Quoi ? : Centre d'arts et parcours des sculptures : 9 € + chais : 15 €
Où ? : 2750 Route de la Cride 13610 Le Puy Sainte Réparade
Quand ? : Du 15 octobre au 1er mai de 9 h à 18 h et le dimanche de 10 h à 18 h
Des Questions ? : 04 42 61 92 90
Un lien ? : Cliquez-ici

Son nom sur le fronton d'une bastide à l'italienne, fût longtemps synonyme de vins d'excellence. Gravé dans le béton brut, il symbolise dorénavant le mariage réussi entre terroir et avant-garde créative.

Si la fondation Maeght de St Paul de Vence (dont la société des amis fête en ce moment 45 ans  d’acquisition)  fût sans nul doute l’écrin le plus prestigieux de l’art du XX siècle en Provence et Côte d’Azur jusqu’à maintenant, la collection de sculptures et installations réunie par le Château la Coste semble déjà la promesse de ce qui pourrait devenir, dans les prochaines années, son pendant pour l’art et le design du XXIè S. Avec des mobiles de Calder et une araignée géante de Louise Bourgeois sur ses bassins-miroirs, des tapisseries du Corbusier dans des atriums de verre et béton inondés de lumière, l’édifice imaginé par Tadao Ando semble rendre hommage à ces figures tutélaires tout en s’ouvrant sur la création contemporaine. Depuis juin 2011, le Château propose aux visiteurs une promenade dans ses vignobles pour découvrir les pièces des architectes, artistes et designers majeurs de notre temps.

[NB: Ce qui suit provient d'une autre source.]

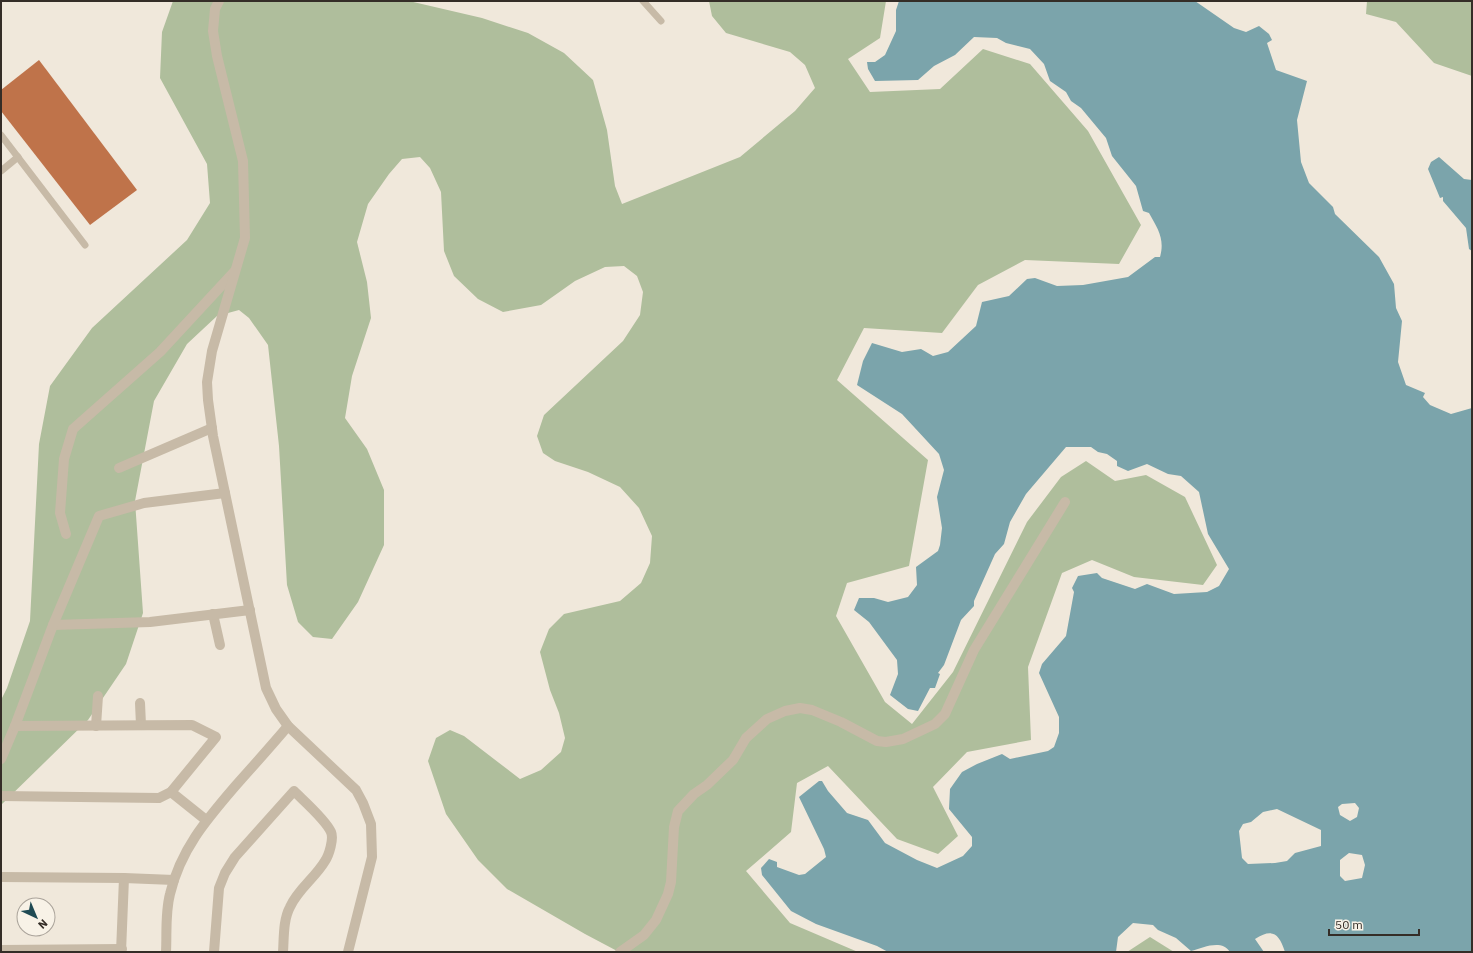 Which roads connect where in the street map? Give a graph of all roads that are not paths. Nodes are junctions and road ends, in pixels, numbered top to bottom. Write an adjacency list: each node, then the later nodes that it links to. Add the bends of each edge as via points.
1 (219, 1): 8 (street, via 215,9 213,31 243,161 245,238)
2 (643, 1): 3 (lane)
3 (661, 21)
4 (1, 135): 5 (lane)
5 (18, 157): 6 (lane); 7 (lane)
6 (1, 171)
7 (85, 244)
8 (235, 271): 9 (street, via 212,351 207,382); 13 (street, via 160,352 73,429 64,460 60,512)
9 (212, 428): 10 (street); 11 (street)
10 (120, 468)
11 (225, 493): 14 (street); 16 (street, via 144,503 99,516)
12 (1064, 502): 37 (street, via 974,650 945,714 935,724 903,739 886,742 877,741 812,710 800,708 767,719 746,738 733,760 678,811 674,827 668,894 656,920 644,935)
13 (66, 534)
14 (250, 610): 15 (street); 23 (street, via 266,688 276,710)
15 (213, 614): 16 (street, via 150,622); 17 (street)
16 (52, 625): 21 (street)
17 (220, 646)
18 (98, 696): 22 (street)
19 (140, 703): 20 (street)
20 (141, 725): 22 (street); 25 (street, via 192,725 216,737)
21 (15, 726): 22 (street); 24 (street)
22 (96, 726)
23 (288, 726): 27 (street); 36 (street, via 356,790 371,824 372,857)
24 (1, 759)
25 (171, 792): 26 (street, via 159,798); 27 (street)
26 (1, 796)
27 (206, 820): 30 (street, via 188,847)
28 (1, 877): 29 (street)
29 (124, 878): 30 (street); 32 (street)
30 (174, 880): 33 (street, via 167,916)
31 (1, 950): 32 (street)
32 (122, 950)
33 (166, 952)
34 (214, 952): 35 (street, via 219,888 226,873 235,857 294,791 324,821 331,832 331,845 326,861 289,908)
35 (284, 952)
36 (348, 952)
37 (620, 952)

Privilège rare, ceux-ci ont créé des pièces spécifiquement pour les lieux afin qu’elles entament un dialogue avec la nature environnante qui puisse  varier selon les saisons. Richard Serra, Tom Tunga, Franz West, Frank Gerhy, Michel Stipe,  la liste des invités ressemble déjà à une anthologie de l’art de notre époque et chaque année apportera son lot de figures du design et de l’art au domaine. Et on n’annonce rien moins qu’Oscar Niemayer et Renzo Piano pour un futur proche. Et si les sculptures vous laissent de marbre, il vous restera toujours, entre un passage à la librairie spécialisée en architecture et la pause gourmande au café, la possibilité de visiter les chais.  Mais là encore, excusez le name’s dropping, c’est à Jean Nouvel que l’on doit la cuverie. Au fait,  on avait oublié l’essentiel : la ballade est si plaisante que ces grands maîtres vous deviendront très vite familiers.